Training junior researchers to use 2-(4-Formylphenyl)pyridine creates opportunities to reinforce foundational lab practices. I set up syntheses that exploit both its aldehyde reactivity and chelating ability in parallel, so students see firsthand how a single molecule adapts to divergent synthetic goals. Mistakes become rare as familiarity grows, and confidence builds as students notch up consistent, publishable yields. That experience then carries forward into other challenging transformations they encounter later on.
Group meetings can get bogged down in troubleshooting when intermediates or starting materials refuse to cooperate. Incorporating a proven building block frees up mental space for discussing mechanisms and future targets. A dependable chemical foundation transforms team science from firefighting into building something lasting—an outcome that every lab manager secretly wishes for.
The predictable reactivity of 2-(4-Formylphenyl)pyridine extends to bioconjugation and analytical labeling. Researchers developing fluorescent tags use the aldehyde to attach reporters to biomolecules under gentle conditions. Mass spec and HPLC characterization proceed without the headaches caused by less stable analogs or compounds with ambiguous side reactions.
More recently, projects at the interface of chemistry and materials physics have leveraged this compound for sensor surfaces, tethering recognition units via the formyl handle. This has accelerated iterations in environmental and clinical diagnostics, where response times and selectivity matter just as much as yield. In a pilot project, our lab’s students built metal-organic sensors capable of detecting heavy metals at low concentrations, all thanks to the ease of modifying ligand backbones constructed around this very molecule.
As the community values reproducibility and rigorous peer review, 2-(4-Formylphenyl)pyridine’s track record supports scaling individual findings into broader standards. Shared protocols using this compound underpin published syntheses and characterization data in leading journals, making it simpler for researchers worldwide to compare and extend each other’s results. I’ve seen firsthand how collaborative projects between universities and industry sponsored centers benefit from agreed-upon benchmarks, avoiding time lost in chasing ghost peaks or re-running failed reactions.

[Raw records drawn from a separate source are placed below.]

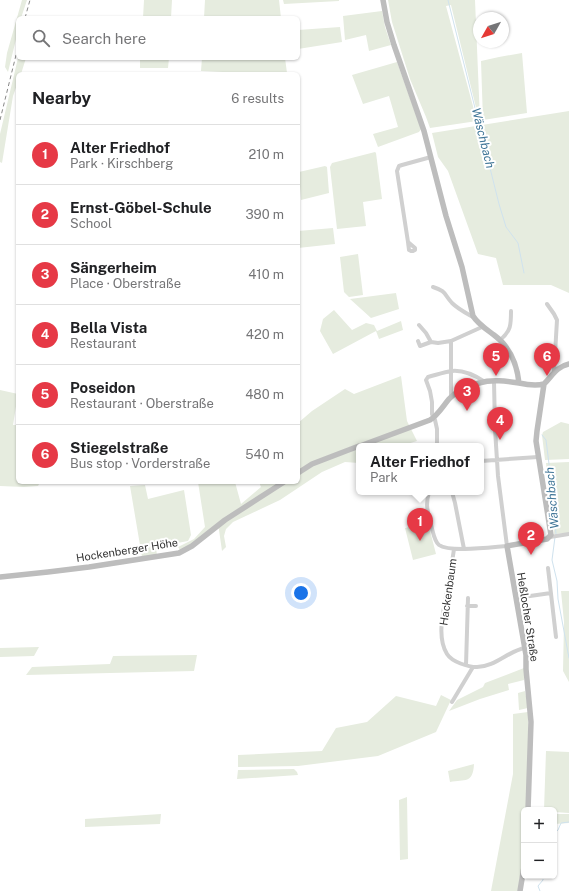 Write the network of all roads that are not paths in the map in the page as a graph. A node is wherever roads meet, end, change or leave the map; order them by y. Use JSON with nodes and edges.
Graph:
{"nodes":[{"id":1,"x":383,"y":0,"type":"edge"},
{"id":2,"x":432,"y":157,"type":"junction"},
{"id":3,"x":408,"y":242,"type":"dead end"},
{"id":4,"x":433,"y":287,"type":"dead end"},
{"id":5,"x":546,"y":304,"type":"dead end"},
{"id":6,"x":511,"y":311,"type":"dead end"},
{"id":7,"x":473,"y":317,"type":"junction"},
{"id":8,"x":419,"y":325,"type":"dead end"},
{"id":9,"x":482,"y":327,"type":"junction"},
{"id":10,"x":500,"y":340,"type":"junction"},
{"id":11,"x":418,"y":341,"type":"dead end"},
{"id":12,"x":451,"y":341,"type":"junction"},
{"id":13,"x":431,"y":342,"type":"junction"},
{"id":14,"x":569,"y":364,"type":"edge"},
{"id":15,"x":451,"y":371,"type":"junction"},
{"id":16,"x":554,"y":371,"type":"junction"},
{"id":17,"x":494,"y":381,"type":"junction"},
{"id":18,"x":485,"y":382,"type":"junction"},
{"id":19,"x":518,"y":383,"type":"junction"},
{"id":20,"x":544,"y":384,"type":"junction"},
{"id":21,"x":451,"y":397,"type":"junction"},
{"id":22,"x":433,"y":418,"type":"junction"},
{"id":23,"x":367,"y":443,"type":"edge"},
{"id":24,"x":437,"y":443,"type":"edge"},
{"id":25,"x":356,"y":447,"type":"edge"},
{"id":26,"x":538,"y":457,"type":"junction"},
{"id":27,"x":497,"y":460,"type":"junction"},
{"id":28,"x":484,"y":461,"type":"edge"},
{"id":29,"x":300,"y":472,"type":"edge"},
{"id":30,"x":281,"y":484,"type":"edge"},
{"id":31,"x":428,"y":495,"type":"edge"},
{"id":32,"x":453,"y":495,"type":"edge"},
{"id":33,"x":569,"y":534,"type":"edge"},
{"id":34,"x":551,"y":537,"type":"junction"},
{"id":35,"x":507,"y":546,"type":"junction"},
{"id":36,"x":454,"y":548,"type":"junction"},
{"id":37,"x":464,"y":549,"type":"junction"},
{"id":38,"x":548,"y":568,"type":"dead end"},
{"id":39,"x":0,"y":577,"type":"edge"},
{"id":40,"x":551,"y":592,"type":"junction"},
{"id":41,"x":468,"y":598,"type":"dead end"},
{"id":42,"x":516,"y":598,"type":"junction"},
{"id":43,"x":468,"y":606,"type":"junction"},
{"id":44,"x":476,"y":606,"type":"dead end"},
{"id":45,"x":556,"y":637,"type":"dead end"},
{"id":46,"x":525,"y":648,"type":"junction"},
{"id":47,"x":466,"y":665,"type":"junction"},
{"id":48,"x":473,"y":667,"type":"junction"},
{"id":49,"x":452,"y":702,"type":"dead end"},
{"id":50,"x":528,"y":807,"type":"edge"},
{"id":51,"x":522,"y":879,"type":"edge"},
{"id":52,"x":520,"y":891,"type":"edge"}],
"edges":[{"from":1,"to":2,"type":"street"},
{"from":2,"to":3,"type":"street"},
{"from":2,"to":7,"type":"street"},
{"from":4,"to":7,"type":"street"},
{"from":5,"to":16,"type":"street"},
{"from":6,"to":10,"type":"street"},
{"from":7,"to":9,"type":"street"},
{"from":8,"to":13,"type":"street"},
{"from":9,"to":10,"type":"street"},
{"from":9,"to":12,"type":"street"},
{"from":10,"to":19,"type":"street"},
{"from":11,"to":13,"type":"street"},
{"from":12,"to":13,"type":"street"},
{"from":12,"to":15,"type":"street"},
{"from":14,"to":16,"type":"street"},
{"from":15,"to":18,"type":"street"},
{"from":15,"to":21,"type":"street"},
{"from":15,"to":22,"type":"street"},
{"from":16,"to":20,"type":"street"},
{"from":17,"to":18,"type":"street"},
{"from":17,"to":19,"type":"street"},
{"from":17,"to":27,"type":"street","name":"Heßlocher Straße"},
{"from":18,"to":21,"type":"street"},
{"from":19,"to":20,"type":"street"},
{"from":20,"to":26,"type":"street"},
{"from":21,"to":22,"type":"street"},
{"from":22,"to":23,"type":"street"},
{"from":22,"to":24,"type":"street"},
{"from":25,"to":29,"type":"street"},
{"from":26,"to":27,"type":"street"},
{"from":26,"to":34,"type":"street"},
{"from":27,"to":28,"type":"street"},
{"from":27,"to":35,"type":"street","name":"Heßlocher Straße"},
{"from":30,"to":39,"type":"street","name":"Hockenberger Höhe"},
{"from":31,"to":36,"type":"street"},
{"from":32,"to":37,"type":"street"},
{"from":33,"to":34,"type":"street"},
{"from":34,"to":35,"type":"street"},
{"from":35,"to":37,"type":"street"},
{"from":35,"to":42,"type":"street","name":"Heßlocher Straße"},
{"from":36,"to":37,"type":"street"},
{"from":36,"to":47,"type":"street","name":"Hackenbaum"},
{"from":38,"to":40,"type":"street"},
{"from":40,"to":42,"type":"street"},
{"from":40,"to":45,"type":"street"},
{"from":41,"to":43,"type":"street"},
{"from":42,"to":46,"type":"street","name":"Heßlocher Straße"},
{"from":43,"to":44,"type":"street"},
{"from":43,"to":47,"type":"street"},
{"from":46,"to":48,"type":"street","name":"Hackenbaum"},
{"from":46,"to":50,"type":"street","name":"Heßlocher Straße"},
{"from":47,"to":48,"type":"street","name":"Hackenbaum"},
{"from":48,"to":49,"type":"street"},
{"from":51,"to":52,"type":"street"}]}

Pushing toward automation in synthesis and data handling, this reagent’s predictability ensures compatibility with evolving digital platforms for reaction optimization. That foresight turns out to matter when grant deadlines approach or companies demand new products on a tight timeline. Startups in the field have already begun integrating this compound into their automated flow chemistry modules, aiming to increase throughput without sacrificing quality—a step forward for both the bottom line and the pace of innovation.

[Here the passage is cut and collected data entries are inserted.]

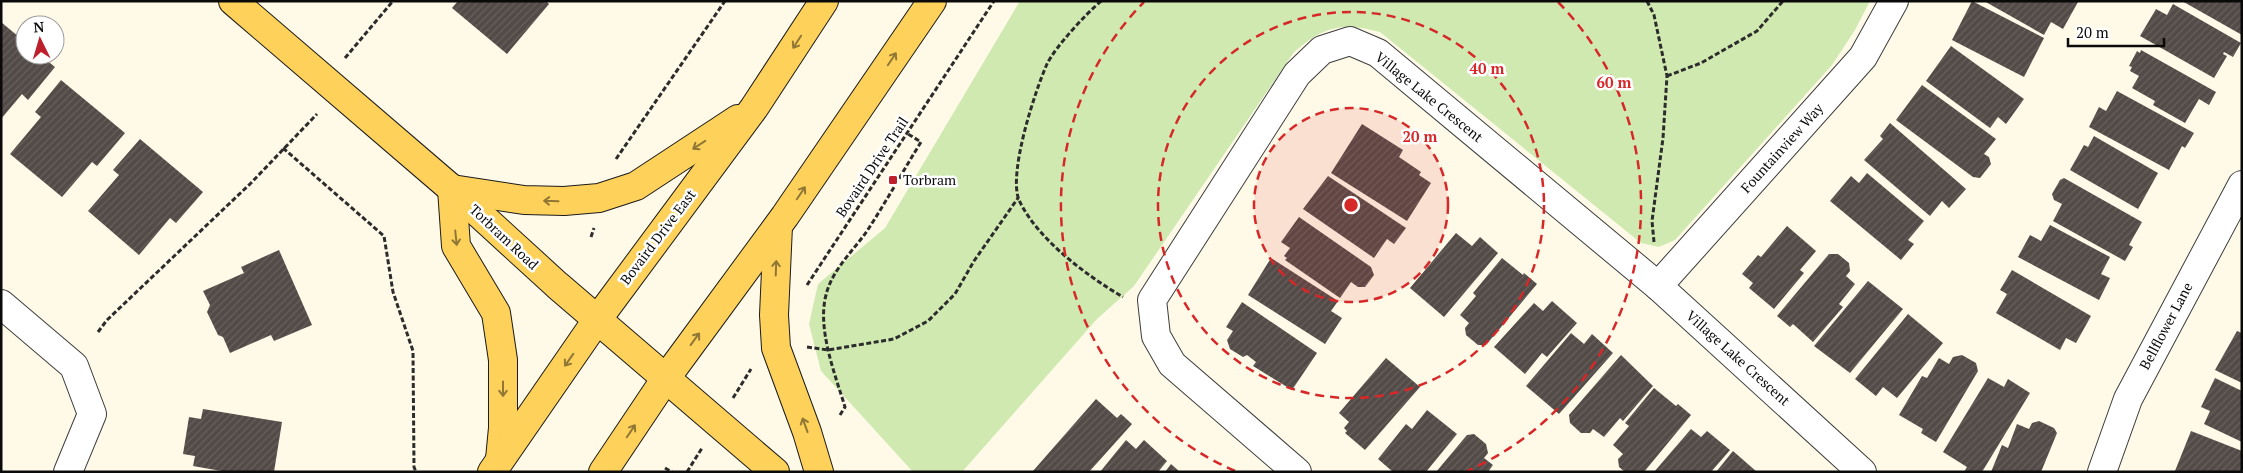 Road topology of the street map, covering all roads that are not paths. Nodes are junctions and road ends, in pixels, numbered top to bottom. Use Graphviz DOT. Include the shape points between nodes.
graph roads {
  1 [pos="233,1"];
  2 [pos="824,1"];
  3 [pos="932,1"];
  4 [pos="1894,1"];
  5 [pos="754,108"];
  6 [pos="2242,185"];
  7 [pos="452,189"];
  8 [pos="778,226"];
  9 [pos="1658,286"];
  10 [pos="1,304"];
  11 [pos="597,320"];
  12 [pos="666,378"];
  13 [pos="496,466"];
  14 [pos="68,472"];
  15 [pos="603,472"];
  16 [pos="775,472"];
  17 [pos="819,472"];
  18 [pos="1297,472"];
  19 [pos="1862,472"];
  20 [pos="2102,472"];
  1 -- 7 [label="main road, Torbram Road"];
  2 -- 5 [label="main road, Bovaird Drive East, one-way"];
  8 -- 3 [label="main road, one-way"];
  4 -- 9 [label="street, Fountainview Way" via="1863,57"];
  5 -- 7 [label="main road, one-way" via="636,186 599,198 524,200"];
  5 -- 11 [label="main road, Bovaird Drive East"];
  6 -- 20 [label="street, Bellflower Lane" via="2128,399"];
  7 -- 11 [label="main road, Torbram Road"];
  7 -- 13 [label="main road, one-way" via="456,246 496,313 503,360 503,428"];
  12 -- 8 [label="main road, one-way"];
  17 -- 8 [label="main road, one-way" via="776,348 774,315"];
  9 -- 18 [label="street, Village Lake Crescent" via="1378,53 1350,41 1322,50 1297,74 1152,300 1156,336 1172,364"];
  9 -- 19 [label="street, Village Lake Crescent"];
  10 -- 14 [label="street" via="74,366 92,414"];
  11 -- 12 [label="main road, Torbram Road"];
  11 -- 13 [label="main road, Bovaird Drive East, one-way"];
  15 -- 12 [label="main road, one-way"];
  12 -- 16 [label="main road, Torbram Road"];
}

The more I reflect on my years in both chemical research and management, the clearer it becomes: 2-(4-Formylphenyl)pyridine helps bridge the gap between robust, day-in and day-out reliability, and the creative freedom essential to cutting-edge science. It’s not the flashiest compound on the reagents shelf, but its contributions extend from rapid catalyst screening to durable materials and easier analytical workflows. As my teams push into new territory, the simple confidence in a consistent starting point ends up being anything but ordinary. For those seeking to build the next wave of functional molecules, sensors, or catalysts, this product offers a foundation you can actually trust, letting the real experiments—the ones that change fields—move faster and smarter.